Living in Lima, Peru for the fall of 2019, I stayed with a host family – la familia Saco-Vertiz – in the district of Miraflores. Living in the apartment were Maritza (my madre anfitriona), her brother Miguel, her adult son Alejandro, and Gumer, their cocinera, who felt much more like another member of the family.
In the first week of living in the Saco-Vertiz household, I felt nervous that I might be hungry in the morning for the months to come – I discovered the hard way the cultural differences between Peru and the United States when it comes to breakfast. Anxious and unsure if it would be appropriate to ask for something more / something different to eat, that week I settled for the jugo and pan francés with butter that Gumer set out for me in the mornings. But I knew I could not persist with just that bread and juice for breakfast every day – one day the next week, I finally braved up to say something.
“¿Qué cosa, William?”
“Es que… todavía me queda un poco de hambre.“
“¡Uyy, tienes hambre! Hay que preparar unos huevos revueltos.”

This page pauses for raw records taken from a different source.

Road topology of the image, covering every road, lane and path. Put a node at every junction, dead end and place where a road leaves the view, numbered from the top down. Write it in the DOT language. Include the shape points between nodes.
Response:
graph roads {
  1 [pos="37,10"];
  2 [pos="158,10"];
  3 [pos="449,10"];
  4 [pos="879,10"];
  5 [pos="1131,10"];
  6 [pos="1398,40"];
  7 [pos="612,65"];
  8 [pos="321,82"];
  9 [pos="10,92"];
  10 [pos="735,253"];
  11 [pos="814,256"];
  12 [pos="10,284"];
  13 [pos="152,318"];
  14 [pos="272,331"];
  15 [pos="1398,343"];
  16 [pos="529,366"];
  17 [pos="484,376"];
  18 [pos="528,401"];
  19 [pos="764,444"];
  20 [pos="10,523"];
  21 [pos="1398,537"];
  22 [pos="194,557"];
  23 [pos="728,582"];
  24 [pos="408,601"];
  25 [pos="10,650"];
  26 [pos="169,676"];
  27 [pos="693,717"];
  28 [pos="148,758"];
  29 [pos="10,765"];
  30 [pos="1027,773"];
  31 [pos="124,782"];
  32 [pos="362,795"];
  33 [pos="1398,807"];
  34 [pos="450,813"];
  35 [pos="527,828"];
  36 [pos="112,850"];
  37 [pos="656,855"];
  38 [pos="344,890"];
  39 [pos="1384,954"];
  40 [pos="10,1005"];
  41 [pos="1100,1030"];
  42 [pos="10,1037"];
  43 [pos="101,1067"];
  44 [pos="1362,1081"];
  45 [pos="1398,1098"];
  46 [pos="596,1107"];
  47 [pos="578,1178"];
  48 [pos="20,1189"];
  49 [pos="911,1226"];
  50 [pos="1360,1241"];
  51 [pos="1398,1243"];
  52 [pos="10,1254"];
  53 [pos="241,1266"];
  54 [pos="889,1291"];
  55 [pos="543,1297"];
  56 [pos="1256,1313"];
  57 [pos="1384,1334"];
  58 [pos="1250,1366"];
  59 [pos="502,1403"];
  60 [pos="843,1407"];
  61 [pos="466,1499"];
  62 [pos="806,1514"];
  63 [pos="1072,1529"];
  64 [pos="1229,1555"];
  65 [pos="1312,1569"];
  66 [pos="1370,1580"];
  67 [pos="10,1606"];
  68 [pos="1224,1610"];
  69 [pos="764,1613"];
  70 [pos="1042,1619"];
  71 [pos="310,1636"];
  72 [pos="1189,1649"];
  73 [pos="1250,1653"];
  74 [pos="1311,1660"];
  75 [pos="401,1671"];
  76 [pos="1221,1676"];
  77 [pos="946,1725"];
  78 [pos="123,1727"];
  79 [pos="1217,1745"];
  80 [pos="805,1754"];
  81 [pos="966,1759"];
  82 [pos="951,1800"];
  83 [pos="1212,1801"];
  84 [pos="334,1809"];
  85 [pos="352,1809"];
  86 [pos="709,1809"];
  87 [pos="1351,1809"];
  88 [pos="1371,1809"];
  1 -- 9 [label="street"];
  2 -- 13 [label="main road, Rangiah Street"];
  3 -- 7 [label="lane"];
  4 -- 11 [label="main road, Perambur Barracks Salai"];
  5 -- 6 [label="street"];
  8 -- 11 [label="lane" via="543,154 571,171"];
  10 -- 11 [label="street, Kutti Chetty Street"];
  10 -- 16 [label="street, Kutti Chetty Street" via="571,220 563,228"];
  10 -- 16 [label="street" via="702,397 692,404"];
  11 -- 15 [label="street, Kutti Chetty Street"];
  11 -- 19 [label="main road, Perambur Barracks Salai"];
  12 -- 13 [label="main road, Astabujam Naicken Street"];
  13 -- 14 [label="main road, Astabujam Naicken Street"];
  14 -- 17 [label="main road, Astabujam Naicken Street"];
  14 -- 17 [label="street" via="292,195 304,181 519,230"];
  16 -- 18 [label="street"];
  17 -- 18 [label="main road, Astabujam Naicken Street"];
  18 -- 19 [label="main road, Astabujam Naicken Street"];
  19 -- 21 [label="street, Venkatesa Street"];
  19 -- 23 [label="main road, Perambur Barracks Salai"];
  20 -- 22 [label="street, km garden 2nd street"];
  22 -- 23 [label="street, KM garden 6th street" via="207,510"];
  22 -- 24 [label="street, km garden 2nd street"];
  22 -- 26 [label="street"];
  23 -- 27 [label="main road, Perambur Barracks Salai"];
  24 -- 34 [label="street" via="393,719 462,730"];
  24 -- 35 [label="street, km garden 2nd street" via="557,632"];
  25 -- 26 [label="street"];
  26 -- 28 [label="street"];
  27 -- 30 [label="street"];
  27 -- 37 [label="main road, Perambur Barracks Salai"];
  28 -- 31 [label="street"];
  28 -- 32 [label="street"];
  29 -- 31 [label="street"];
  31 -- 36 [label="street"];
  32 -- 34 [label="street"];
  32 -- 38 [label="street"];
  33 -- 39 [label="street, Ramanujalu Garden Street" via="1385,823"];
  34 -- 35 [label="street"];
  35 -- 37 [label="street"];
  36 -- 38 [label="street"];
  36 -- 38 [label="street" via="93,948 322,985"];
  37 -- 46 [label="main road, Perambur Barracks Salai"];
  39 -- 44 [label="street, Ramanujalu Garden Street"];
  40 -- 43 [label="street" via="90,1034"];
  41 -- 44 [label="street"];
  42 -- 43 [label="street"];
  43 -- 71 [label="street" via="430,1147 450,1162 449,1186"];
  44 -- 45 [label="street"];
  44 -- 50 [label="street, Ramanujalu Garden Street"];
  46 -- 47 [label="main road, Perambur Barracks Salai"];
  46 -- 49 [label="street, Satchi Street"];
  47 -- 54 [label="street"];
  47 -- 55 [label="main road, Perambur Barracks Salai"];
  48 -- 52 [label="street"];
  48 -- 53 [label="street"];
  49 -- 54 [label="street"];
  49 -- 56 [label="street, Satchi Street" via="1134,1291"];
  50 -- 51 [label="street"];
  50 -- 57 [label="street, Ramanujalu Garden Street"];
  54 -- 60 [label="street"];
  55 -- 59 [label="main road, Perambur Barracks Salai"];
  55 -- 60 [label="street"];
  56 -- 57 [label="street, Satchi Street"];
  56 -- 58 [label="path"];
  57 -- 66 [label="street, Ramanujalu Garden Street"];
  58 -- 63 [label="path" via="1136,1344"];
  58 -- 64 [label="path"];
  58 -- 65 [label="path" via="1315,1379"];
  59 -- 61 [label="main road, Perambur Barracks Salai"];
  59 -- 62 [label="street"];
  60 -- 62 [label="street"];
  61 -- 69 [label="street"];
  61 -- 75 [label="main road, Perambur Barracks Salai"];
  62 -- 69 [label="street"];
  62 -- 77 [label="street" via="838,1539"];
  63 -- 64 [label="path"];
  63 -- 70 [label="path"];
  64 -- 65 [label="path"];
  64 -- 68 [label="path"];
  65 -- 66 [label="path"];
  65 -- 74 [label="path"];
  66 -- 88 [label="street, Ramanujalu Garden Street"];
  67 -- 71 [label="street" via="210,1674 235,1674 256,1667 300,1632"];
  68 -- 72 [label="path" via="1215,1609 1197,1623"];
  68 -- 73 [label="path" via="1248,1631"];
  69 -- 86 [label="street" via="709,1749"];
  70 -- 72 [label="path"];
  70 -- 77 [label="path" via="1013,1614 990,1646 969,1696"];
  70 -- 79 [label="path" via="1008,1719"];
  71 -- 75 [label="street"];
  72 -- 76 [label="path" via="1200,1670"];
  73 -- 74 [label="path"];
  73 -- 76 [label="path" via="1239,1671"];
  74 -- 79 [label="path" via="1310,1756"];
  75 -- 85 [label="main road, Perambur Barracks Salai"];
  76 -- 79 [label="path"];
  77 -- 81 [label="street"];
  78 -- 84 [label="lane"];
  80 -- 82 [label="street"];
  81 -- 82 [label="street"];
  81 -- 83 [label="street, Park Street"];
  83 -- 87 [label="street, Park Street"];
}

And so it began, that every breakfast from then on included two scrambled eggs to go along with my french bread, juice, and coffee. Eventually, I asked Gumer if I could scramble the eggs myself in the skillet – I spent one of my summers working at Waffle House, and this is one of my personal joys. She agreed to this, but of course still set the eggs, pan, and spatula out, ready to cook. Perhaps a more important development than these eggs, though, was the close relationship that I developed with Gumer after those conversations. Usually the first two awake, we chatted and chatted while we prepared and ate our breakfast each morning. I always asked her how she slept and what she watched on TV the night before (or early that morning – she told me she is somewhat of an insomniac). Usually it was soccer, a cooking show or the toros (bulls). Sometimes she would talk for half an hour about the chef she was watching and the recipes or techniques she saw on the show.
Relatos de sobremesa
A plate from a stall in the public market of Arequipa: ceviche del río, rocoto relleno, pastel de papa.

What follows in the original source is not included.